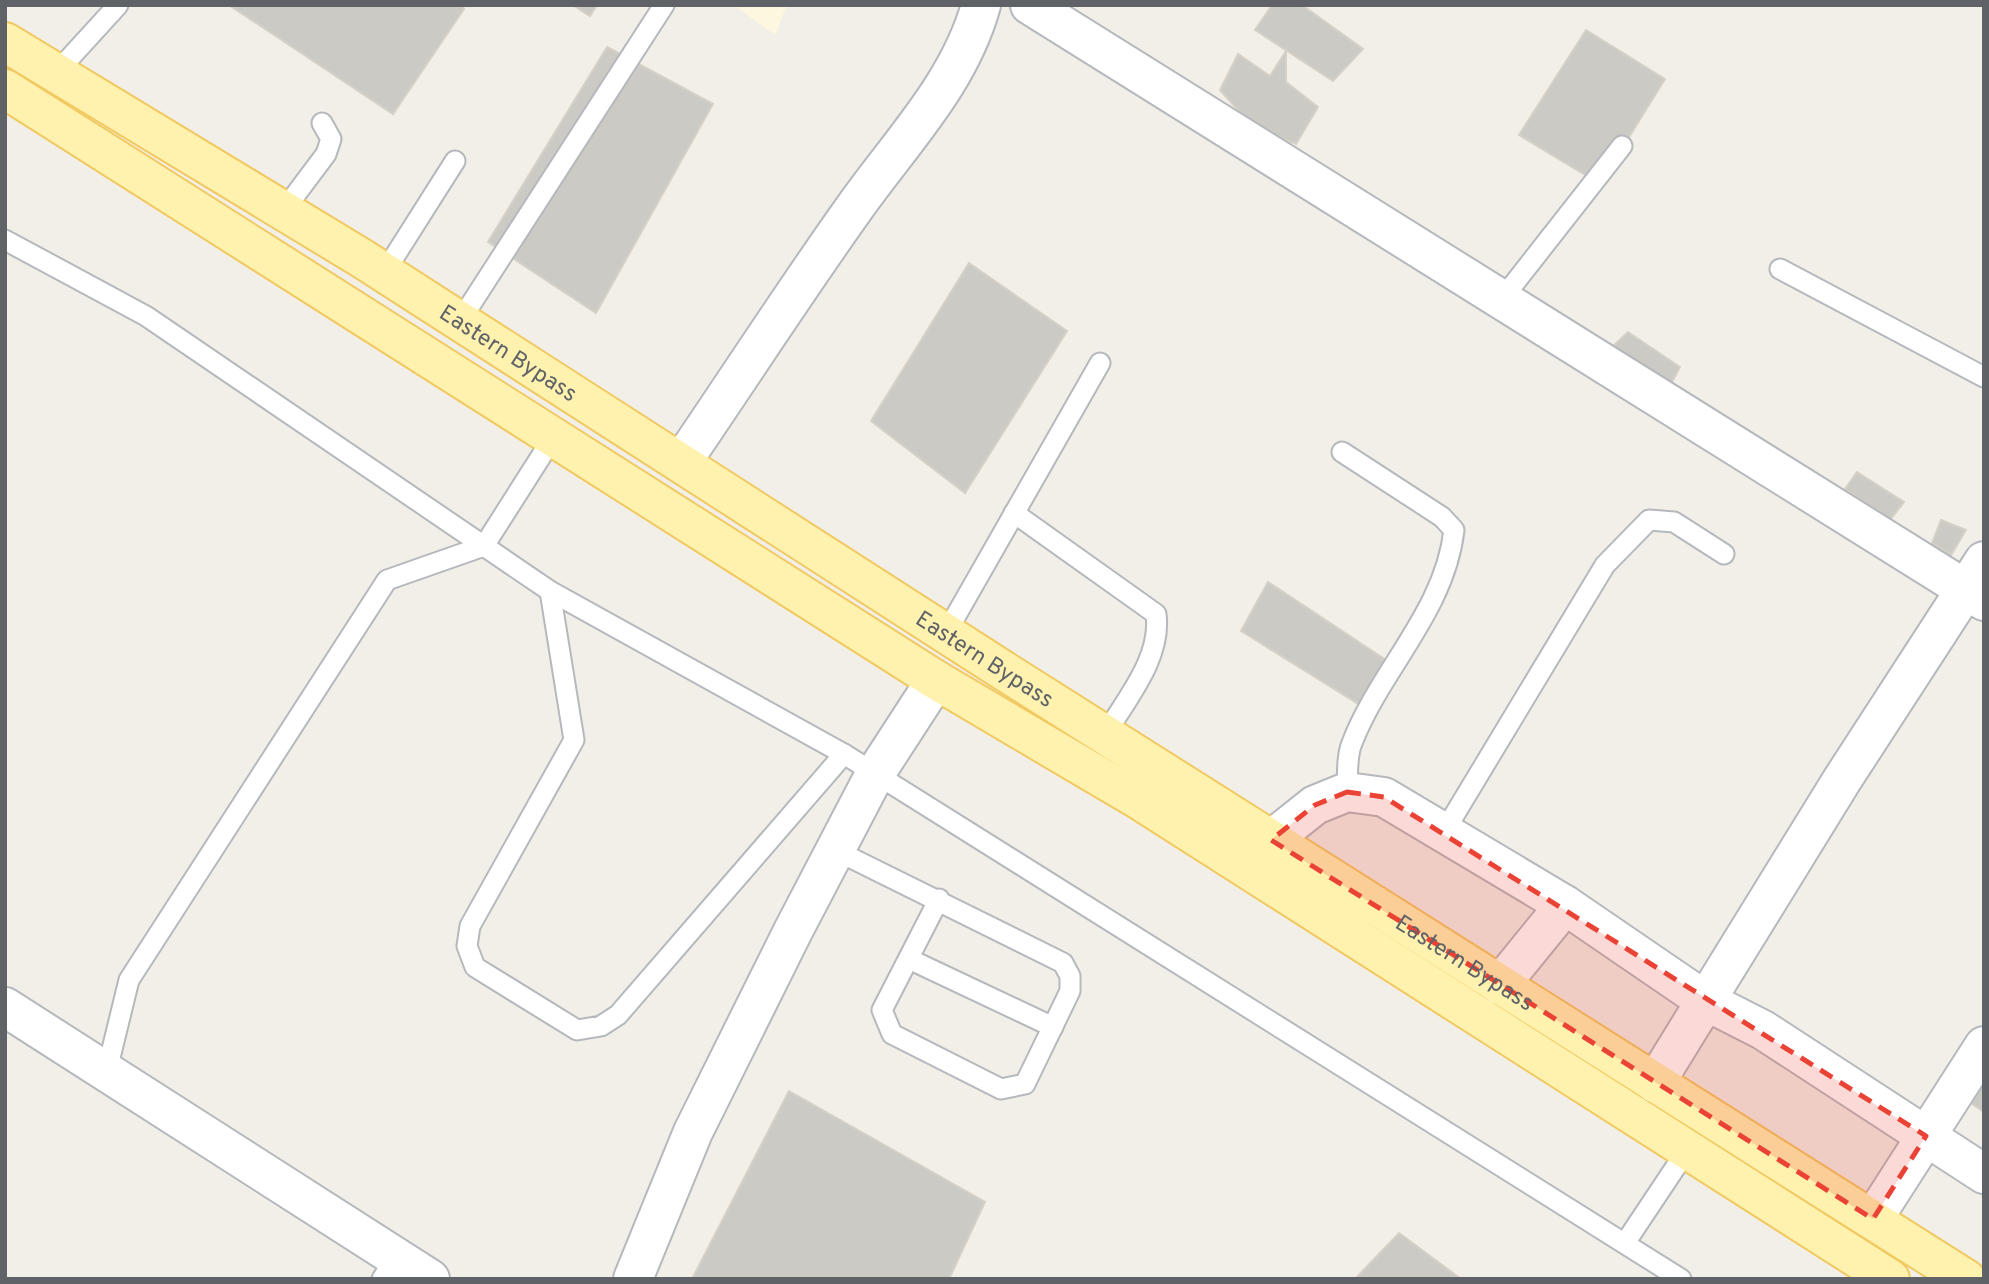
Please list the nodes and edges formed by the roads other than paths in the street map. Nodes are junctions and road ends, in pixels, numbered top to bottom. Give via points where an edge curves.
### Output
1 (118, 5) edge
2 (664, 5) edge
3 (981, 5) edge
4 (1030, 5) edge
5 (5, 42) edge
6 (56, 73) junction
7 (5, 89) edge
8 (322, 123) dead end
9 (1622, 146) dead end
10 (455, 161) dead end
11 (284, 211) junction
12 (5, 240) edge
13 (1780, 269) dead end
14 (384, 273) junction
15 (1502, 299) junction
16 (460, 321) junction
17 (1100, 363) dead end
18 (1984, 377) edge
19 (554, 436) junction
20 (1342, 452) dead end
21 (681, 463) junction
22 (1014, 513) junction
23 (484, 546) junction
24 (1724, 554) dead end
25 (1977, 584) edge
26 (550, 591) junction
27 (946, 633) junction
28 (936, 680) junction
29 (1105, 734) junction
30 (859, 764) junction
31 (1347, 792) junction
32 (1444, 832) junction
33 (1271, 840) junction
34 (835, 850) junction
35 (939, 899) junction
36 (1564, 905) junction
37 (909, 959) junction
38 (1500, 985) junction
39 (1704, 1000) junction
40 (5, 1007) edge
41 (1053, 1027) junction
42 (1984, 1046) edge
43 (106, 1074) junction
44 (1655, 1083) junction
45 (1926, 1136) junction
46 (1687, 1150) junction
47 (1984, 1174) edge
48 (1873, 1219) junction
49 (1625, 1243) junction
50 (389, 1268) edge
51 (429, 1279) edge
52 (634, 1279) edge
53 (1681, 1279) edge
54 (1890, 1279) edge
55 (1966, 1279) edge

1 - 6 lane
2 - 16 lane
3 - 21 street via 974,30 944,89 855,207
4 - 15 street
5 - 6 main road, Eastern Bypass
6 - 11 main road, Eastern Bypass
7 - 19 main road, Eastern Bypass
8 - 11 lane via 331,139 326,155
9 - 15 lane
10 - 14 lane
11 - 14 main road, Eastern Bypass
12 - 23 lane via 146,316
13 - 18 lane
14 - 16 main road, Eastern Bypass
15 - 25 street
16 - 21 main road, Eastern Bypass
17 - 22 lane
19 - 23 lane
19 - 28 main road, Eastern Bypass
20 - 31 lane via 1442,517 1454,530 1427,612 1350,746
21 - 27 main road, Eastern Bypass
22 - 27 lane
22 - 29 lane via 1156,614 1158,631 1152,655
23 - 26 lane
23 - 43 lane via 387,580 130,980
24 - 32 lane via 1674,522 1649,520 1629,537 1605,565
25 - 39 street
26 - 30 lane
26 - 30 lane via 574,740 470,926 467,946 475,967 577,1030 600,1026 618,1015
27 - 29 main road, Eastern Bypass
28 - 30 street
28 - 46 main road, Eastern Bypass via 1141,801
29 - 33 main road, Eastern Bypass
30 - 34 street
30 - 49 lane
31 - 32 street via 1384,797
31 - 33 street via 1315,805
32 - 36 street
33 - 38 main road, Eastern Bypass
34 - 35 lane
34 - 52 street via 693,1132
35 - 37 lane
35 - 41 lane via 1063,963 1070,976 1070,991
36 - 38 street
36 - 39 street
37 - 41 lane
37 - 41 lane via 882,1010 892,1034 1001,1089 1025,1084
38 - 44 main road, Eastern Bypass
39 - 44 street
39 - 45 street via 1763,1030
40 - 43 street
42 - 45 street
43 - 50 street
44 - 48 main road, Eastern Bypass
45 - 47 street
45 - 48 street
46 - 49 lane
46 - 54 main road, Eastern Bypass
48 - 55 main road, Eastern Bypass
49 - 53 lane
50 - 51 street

= = = = =

→ **PROBLEM**
Every entry above should be returned exactly, with no images included.

→ **RESULT FOR THIS EXERCISE**
Please list the nodes and edges formed by the roads other than paths in the street map. Nodes are junctions and road ends, in pixels, numbered top to bottom. Give via points where an edge curves.
### Output
1 (118, 5) edge
2 (664, 5) edge
3 (981, 5) edge
4 (1030, 5) edge
5 (5, 42) edge
6 (56, 73) junction
7 (5, 89) edge
8 (322, 123) dead end
9 (1622, 146) dead end
10 (455, 161) dead end
11 (284, 211) junction
12 (5, 240) edge
13 (1780, 269) dead end
14 (384, 273) junction
15 (1502, 299) junction
16 (460, 321) junction
17 (1100, 363) dead end
18 (1984, 377) edge
19 (554, 436) junction
20 (1342, 452) dead end
21 (681, 463) junction
22 (1014, 513) junction
23 (484, 546) junction
24 (1724, 554) dead end
25 (1977, 584) edge
26 (550, 591) junction
27 (946, 633) junction
28 (936, 680) junction
29 (1105, 734) junction
30 (859, 764) junction
31 (1347, 792) junction
32 (1444, 832) junction
33 (1271, 840) junction
34 (835, 850) junction
35 (939, 899) junction
36 (1564, 905) junction
37 (909, 959) junction
38 (1500, 985) junction
39 (1704, 1000) junction
40 (5, 1007) edge
41 (1053, 1027) junction
42 (1984, 1046) edge
43 (106, 1074) junction
44 (1655, 1083) junction
45 (1926, 1136) junction
46 (1687, 1150) junction
47 (1984, 1174) edge
48 (1873, 1219) junction
49 (1625, 1243) junction
50 (389, 1268) edge
51 (429, 1279) edge
52 (634, 1279) edge
53 (1681, 1279) edge
54 (1890, 1279) edge
55 (1966, 1279) edge

1 - 6 lane
2 - 16 lane
3 - 21 street via 974,30 944,89 855,207
4 - 15 street
5 - 6 main road, Eastern Bypass
6 - 11 main road, Eastern Bypass
7 - 19 main road, Eastern Bypass
8 - 11 lane via 331,139 326,155
9 - 15 lane
10 - 14 lane
11 - 14 main road, Eastern Bypass
12 - 23 lane via 146,316
13 - 18 lane
14 - 16 main road, Eastern Bypass
15 - 25 street
16 - 21 main road, Eastern Bypass
17 - 22 lane
19 - 23 lane
19 - 28 main road, Eastern Bypass
20 - 31 lane via 1442,517 1454,530 1427,612 1350,746
21 - 27 main road, Eastern Bypass
22 - 27 lane
22 - 29 lane via 1156,614 1158,631 1152,655
23 - 26 lane
23 - 43 lane via 387,580 130,980
24 - 32 lane via 1674,522 1649,520 1629,537 1605,565
25 - 39 street
26 - 30 lane
26 - 30 lane via 574,740 470,926 467,946 475,967 577,1030 600,1026 618,1015
27 - 29 main road, Eastern Bypass
28 - 30 street
28 - 46 main road, Eastern Bypass via 1141,801
29 - 33 main road, Eastern Bypass
30 - 34 street
30 - 49 lane
31 - 32 street via 1384,797
31 - 33 street via 1315,805
32 - 36 street
33 - 38 main road, Eastern Bypass
34 - 35 lane
34 - 52 street via 693,1132
35 - 37 lane
35 - 41 lane via 1063,963 1070,976 1070,991
36 - 38 street
36 - 39 street
37 - 41 lane
37 - 41 lane via 882,1010 892,1034 1001,1089 1025,1084
38 - 44 main road, Eastern Bypass
39 - 44 street
39 - 45 street via 1763,1030
40 - 43 street
42 - 45 street
43 - 50 street
44 - 48 main road, Eastern Bypass
45 - 47 street
45 - 48 street
46 - 49 lane
46 - 54 main road, Eastern Bypass
48 - 55 main road, Eastern Bypass
49 - 53 lane
50 - 51 street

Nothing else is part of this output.